Jay Myers was fired on his 39th birthday. Most people will imagine that to be a sad event, but most entrepreneurs will perk up and think, “It’s an opportunity!”
In fact, as Myers says, “That’s how I got started on my entrepreneurial journey. I was forced into it, honestly, but it’s been an incredible ride, a lot of ups and downs, and I’ve enjoyed every minute of it.”
Myers moved to Memphis from Louisiana at age 9 and graduated from Christian Brothers High School and the University of Memphis. He worked for Hewlett Packard, Eastman/Kodak, and a local telecom company where, as a data projects manager, he became familiar with video conferencing and saw the potential of the technology.
“Video conferencing made so much sense to me,” he says. “With the big corporation I could picture flying to all these cities and doing training for one day. And I’m adding up the price of the plane ticket, and the hotel, and the food, I’m going like, ‘Isn’t there a better way to do this?’ When I saw the first video conferencing, it was like, ‘This stuff makes a ton of sense. You mean I don’t actually have to physically be there and still have a productive meeting?’”
Video conferencing is the primary aspect of Interactive Solutions, but the company also offers audio-visual integration, video conferencing for schools, distance learning, and services for healthcare and telemedicine. “We use our core competency to be able to outfit boardrooms, auditoriums, hospitals, schools, etc.,” he says.
While there’s never any guarantee of success, Myers did have an encounter that he figured was a very good sign. “When I started the business, I got a call out of the blue from a guy named Kemmons Wilson,” he says. “My secretary didn’t have any idea who he was. He comes to the office and I’m so excited I have her get a camera to take pictures of us. He goes through a video conferencing demonstration and didn’t buy anything, but he shook my hand and he said, ‘You hang in there. You’re going to make some money with this business.’ I’m a good old Catholic; I thought the Pope had just blessed me.”
The lowest point in Myers’ enterprise came when he discovered his accounting manager had embezzled $250,000 from the company. He managed to keep Interactive Solutions afloat and he kept himself from falling apart by writing a book about it. “It’s called Keep Swinging and it was like therapy,” he says. “I was trying to tell the story about embezzlement because it’s kind of like businesses’ dirty little secret. The other part was overcoming adversity. This was the worst of times. I felt like I was staring at the abyss. And then to rebound and do what we did where we doubled business after the embezzlement the next year — I thought that was a story worth telling.”

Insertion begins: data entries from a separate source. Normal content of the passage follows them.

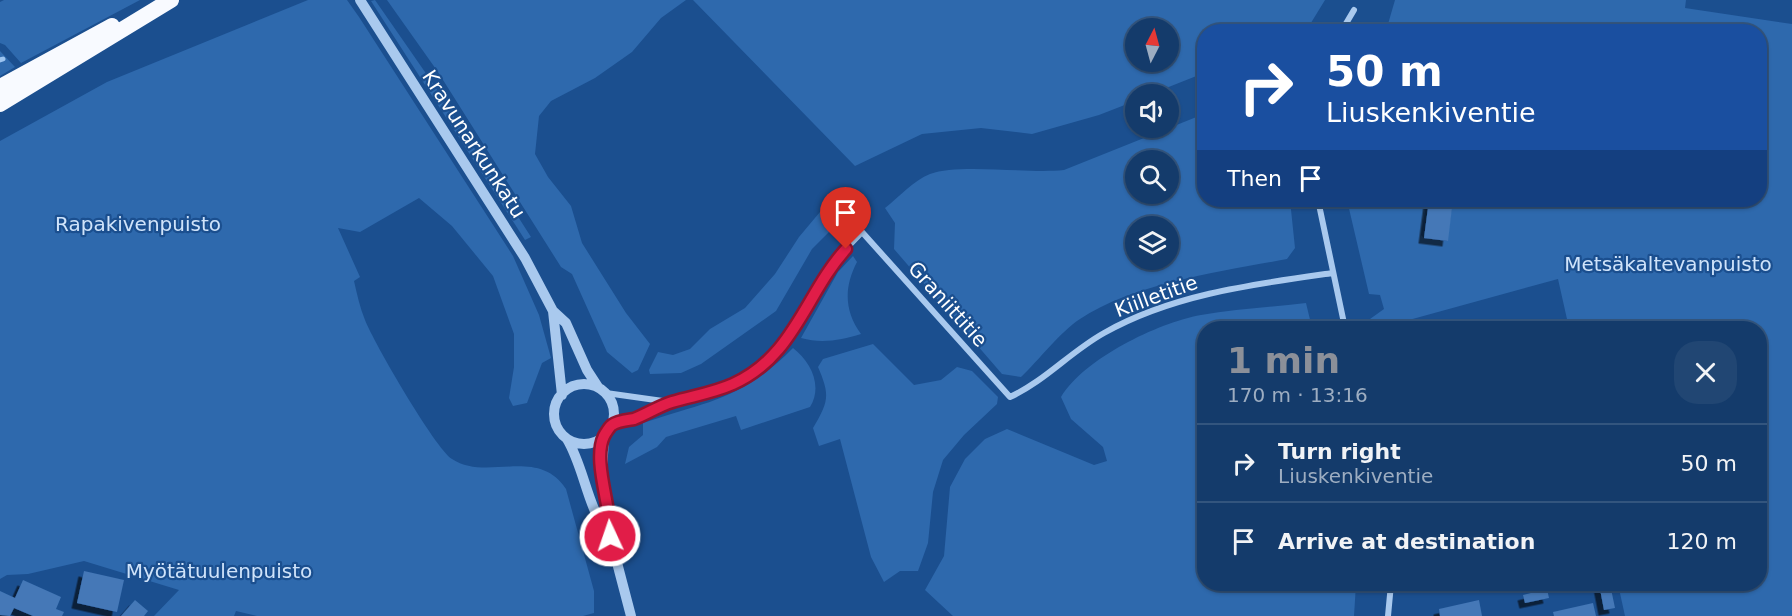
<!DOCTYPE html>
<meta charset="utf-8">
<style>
body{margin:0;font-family:"DejaVu Sans",sans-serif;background:#214673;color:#f1f3f6;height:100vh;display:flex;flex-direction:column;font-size:22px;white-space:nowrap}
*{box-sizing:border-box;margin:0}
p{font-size:20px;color:#9dadc1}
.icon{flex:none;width:33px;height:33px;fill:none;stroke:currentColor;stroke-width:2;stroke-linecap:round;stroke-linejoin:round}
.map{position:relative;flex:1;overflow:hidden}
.side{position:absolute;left:1197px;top:321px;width:570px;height:270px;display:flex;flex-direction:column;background:#143b6b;border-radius:24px;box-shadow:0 2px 4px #0004,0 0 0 2px #33557e}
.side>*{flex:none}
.guide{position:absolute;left:1197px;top:24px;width:570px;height:183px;border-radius:24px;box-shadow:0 2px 4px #0004,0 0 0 2px #33557e;background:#1a4fa0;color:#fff;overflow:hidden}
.needle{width:39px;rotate:6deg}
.fabs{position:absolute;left:1125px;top:18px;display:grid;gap:12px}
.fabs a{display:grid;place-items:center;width:54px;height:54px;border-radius:50%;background:#143b6b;box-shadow:0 2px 4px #0004,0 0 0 2px #33557e;font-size:30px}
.pin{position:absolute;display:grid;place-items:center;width:51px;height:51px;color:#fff;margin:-62px -26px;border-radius:50% 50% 50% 0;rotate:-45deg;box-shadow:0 0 6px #0007}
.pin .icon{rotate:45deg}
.me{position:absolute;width:66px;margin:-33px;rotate:357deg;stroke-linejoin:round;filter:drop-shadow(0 0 4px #0008)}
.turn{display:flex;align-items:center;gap:21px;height:126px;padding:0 30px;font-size:27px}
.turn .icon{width:78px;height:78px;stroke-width:2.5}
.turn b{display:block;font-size:42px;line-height:51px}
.then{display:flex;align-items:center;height:57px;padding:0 30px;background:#0003;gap:12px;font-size:22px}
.round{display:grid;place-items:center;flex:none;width:63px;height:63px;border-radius:24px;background:#214673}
.overview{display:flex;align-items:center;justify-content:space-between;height:102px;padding:0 30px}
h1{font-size:36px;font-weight:700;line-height:45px;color:#8c9099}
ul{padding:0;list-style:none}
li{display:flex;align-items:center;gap:18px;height:78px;padding:0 30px;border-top:2px solid #33557e}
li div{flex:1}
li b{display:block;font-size:22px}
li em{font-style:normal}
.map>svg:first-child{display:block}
</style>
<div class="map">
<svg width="1792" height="616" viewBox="0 0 1792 616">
<defs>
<filter id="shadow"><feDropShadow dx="-5.5" dy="5.5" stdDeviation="0" flood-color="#0009"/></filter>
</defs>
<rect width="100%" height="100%" fill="#1b4f8f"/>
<!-- green -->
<path fill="#2e69ad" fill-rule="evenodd" d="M4 0H140L21 63 5 45 0 43V2Z
M308 0H347L359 17 513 256 539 315 551 358 542 363 527 403 513 406 509 398 514 367V334L493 276 452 226 419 198 360 232 338 228 360 277 354 281C357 294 360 308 365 320 374 343 435 448 452 459 486 482 538 446 566 489L594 591V613L583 616H257L236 611 234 616H154L179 590 84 561 28 574 7 575 0 579V141L107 82Z
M375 0 434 85 531 237 525 240 371 1Z
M387 0H686L661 18 632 52 595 78 551 101 539 116 535 154 548 177 571 206 582 243 626 313 650 344 638 370 632 373 607 352 572 274 561 267 438 72Z
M693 0H1325L1306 31 1204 32V73L1151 94H1136L1135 101 1099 115 1032 134 981 128 922 134 855 166ZM1136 28H1168V62H1136Z
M1395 0H1686L1685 8 1792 24V616H1625L1618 584H1760V328H1569L1558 279 1398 323 1390 328H1373L1370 319 1384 309 1380 295 1369 294 1347 200H1427L1421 235 1424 238 1447 241 1453 200H1760V32L1386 31Z
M0 51 15 67 0 76Z
M1204 114V200H1290L1295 248 1287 259C1224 271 1134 283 1080 319 1060 332 1039 360 1021 377L1002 374 894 249 895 223 885 208C898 198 914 180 930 174 959 163 1028 174 1064 170ZM1136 160H1168V194H1136ZM1136 226H1168V260H1136Z
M833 203 846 215 812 249 776 311 701 364 681 373 650 374 649 370 658 352 673 355 690 349 710 329 745 308 775 274 799 237 825 206Z
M853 256 857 262C844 287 844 311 861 334 841 340 822 344 801 338L838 272Z
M1306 303 1312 328H1204V584H1356L1354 616H953L925 590 944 556 950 487 965 459 985 439 1007 429 1094 465 1107 461 1103 447 1071 419 1061 397C1084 359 1157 323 1201 315 1235 309 1271 307 1306 303Z
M873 344 914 385 941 380 957 367 972 371 998 397 997 404 964 435 943 460 933 492 928 543 918 571H900L884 582 871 557 840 439 819 446 813 428C829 401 830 395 818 367L823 359Z
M793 348C811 362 823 386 810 407L741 430 736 416 666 437 657 447 625 464 629 447 643 435V423C708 401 742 400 793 348Z"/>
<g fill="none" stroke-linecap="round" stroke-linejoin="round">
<!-- stream -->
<path stroke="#9cc4f0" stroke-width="5" d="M0 60 3 59"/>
</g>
<!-- building -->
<path fill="#4478b7" filter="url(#shadow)" d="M1429 200H1453L1448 241 1424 238Z
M84 571 124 580 117 612 77 603Z
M23 580 61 597 56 609 64 612 62 616H33L14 608 10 616 0 615V591L15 598Z
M1599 584H1610L1615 608 1604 610Z
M1547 589 1549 598 1525 603 1523 595Z
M135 600 148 611 144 616H121Z
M1479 600 1482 616H1440L1439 609Z
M1593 603 1596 616H1554L1553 612Z"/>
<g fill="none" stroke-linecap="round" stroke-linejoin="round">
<!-- minor -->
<path stroke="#a9c9ee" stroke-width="6" d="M1341 32 1354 10
M1318 200 1345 328
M606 393 670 402
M612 424C633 419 652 408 672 402 724 386 757 380 791 333 807 312 816 288 831 266 839 254 852 243 862 232L1010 397C1045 381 1070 352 1104 333 1173 294 1255 284 1333 273
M1388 616 1391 584"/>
<!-- tertiary -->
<path stroke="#a9c9ee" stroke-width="10" d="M360 0 525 258 553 311 566 323 587 370 598 387
M553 311 562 395
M554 414a30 30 0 1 1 60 0a30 30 0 1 1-60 0Z
M604 436 602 474 611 520 610 536 631 616
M567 439C585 469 587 509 610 536"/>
<!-- trunk -->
<path stroke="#f8faff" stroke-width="16" d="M0 87 112 26
M0 104 171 0"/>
</g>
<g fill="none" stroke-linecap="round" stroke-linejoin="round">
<defs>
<path id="route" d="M610 536C612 508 592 461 604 436 605 434 610 426 612 425 617 421 628 420 634 419 647 414 659 406 672 402 692 396 713 393 733 384 794 357 806 293 846 249"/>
</defs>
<!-- route casing -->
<use href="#route" stroke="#92132f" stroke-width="15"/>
<!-- route -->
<use href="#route" stroke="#e11d48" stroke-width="10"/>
</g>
<g text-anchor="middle" stroke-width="4.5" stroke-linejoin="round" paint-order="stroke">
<!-- street labels -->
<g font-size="20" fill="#fff" stroke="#1b4f8f">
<text transform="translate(474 144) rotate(57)" y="7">Kravunarkunkatu</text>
<text transform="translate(1156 296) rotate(-20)" y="7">Kiilletitie</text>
<text transform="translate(948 304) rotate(48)" y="7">Graniittitie</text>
</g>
<!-- park labels -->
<g font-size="20" fill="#cfe3fa" stroke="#1b4f8f">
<text x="138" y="231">Rapakivenpuisto</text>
<text x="1668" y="271">Metsäkaltevanpuisto</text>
<text x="219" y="578">Myötätuulenpuisto</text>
</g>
</g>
</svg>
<div class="fabs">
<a><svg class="needle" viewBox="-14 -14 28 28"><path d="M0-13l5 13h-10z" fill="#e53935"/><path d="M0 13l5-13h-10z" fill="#9dadc1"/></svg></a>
<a><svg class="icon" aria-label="sound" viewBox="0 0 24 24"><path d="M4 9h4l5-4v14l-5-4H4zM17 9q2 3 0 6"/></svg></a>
<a><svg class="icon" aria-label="search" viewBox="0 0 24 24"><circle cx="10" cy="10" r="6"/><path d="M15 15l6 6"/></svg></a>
<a><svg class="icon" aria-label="layers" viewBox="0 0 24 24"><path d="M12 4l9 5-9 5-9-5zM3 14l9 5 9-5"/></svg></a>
</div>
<div class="pin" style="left:846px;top:249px;background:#d93025"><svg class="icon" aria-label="arrive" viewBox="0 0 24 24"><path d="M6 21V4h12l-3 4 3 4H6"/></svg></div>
<svg class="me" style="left:610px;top:536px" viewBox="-20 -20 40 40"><circle r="17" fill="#e11d48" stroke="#fff" stroke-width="3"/><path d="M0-11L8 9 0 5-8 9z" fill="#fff"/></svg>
<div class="guide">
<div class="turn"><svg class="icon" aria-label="right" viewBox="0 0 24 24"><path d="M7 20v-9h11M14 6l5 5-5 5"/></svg><div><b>50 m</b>Liuskenkiventie</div></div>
<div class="then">Then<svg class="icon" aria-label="arrive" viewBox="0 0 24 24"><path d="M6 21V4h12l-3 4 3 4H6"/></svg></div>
</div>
<section class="side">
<div class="overview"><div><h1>1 min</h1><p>170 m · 13:16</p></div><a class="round"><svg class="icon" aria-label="close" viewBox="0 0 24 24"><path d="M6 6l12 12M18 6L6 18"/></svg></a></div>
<ul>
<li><svg class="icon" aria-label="right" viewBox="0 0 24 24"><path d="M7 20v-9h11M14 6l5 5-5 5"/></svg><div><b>Turn right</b><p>Liuskenkiventie</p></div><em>50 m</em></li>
<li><svg class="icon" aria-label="arrive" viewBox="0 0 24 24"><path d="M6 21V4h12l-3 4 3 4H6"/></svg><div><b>Arrive at destination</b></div><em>120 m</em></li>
</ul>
</section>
</div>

Later, he penned another book — Hitting the Curveballs — about how the business grew during the recession. “It wasn’t just with the sales revenue, and the profits, and all that goes along with that,” he says “but it was the way we did it. We lost a bunch of people to turnover and we had to replace them, and rather than going out and trying to hire experienced people, we ended up hiring Millennials. And Millennials that we could train, and we call it our farm system. We went through a tough patch there training these people, but four years after hiring the Millennials, I took my business from $11 million to $25 million amid the worst economy in 80 years.”
Myers’ influences are his late father, Jerry Myers, who ran the Better Business Bureau, and his late brother, John Myers. “They were like my Bibles, the Old Testament and the New Testament,” he says. “Their advice was invaluable. There’s a right way to run a business, and the three things around here that are so important are honesty, integrity, and ethics. We feel like that’s part of our brand.”
Inside Memphis Business: What’s your guilty pleasure?
Jay Myers: Baseball fantasy camps. The suit I always wanted to wear is New York Yankees pinstripes. For my whole life, as a little boy and everything, I always wanted to play center field for the New York Yankees. Just didn’t quite have the talent. But now, every few years, it’s a week of a bunch of old, gray, fat guys out there playing baseball with the Yankee legends of the past at the camps. It doesn’t make any financial sense, but boy I sure have a lot of fun.
IMB: What words of wisdom do you have?
JM: When you go into business for yourself, don’t be a martyr, carrying the weight of the company on your shoulders and all those things. Reach out to anybody and everybody that can help you with that business. Check your ego at the door and you’ve got a chance to be successful.
IMB: Why is this town so good for entrepreneurs?
JM: Memphis is a grit-and-grind kind of city, blue collar. We don’t necessarily do it always the prettiest way but we get the job done. People here respect hard work, and frankly the risk-takers, they absorb that in the economy and realized that the risk-taking is to be admired and supported.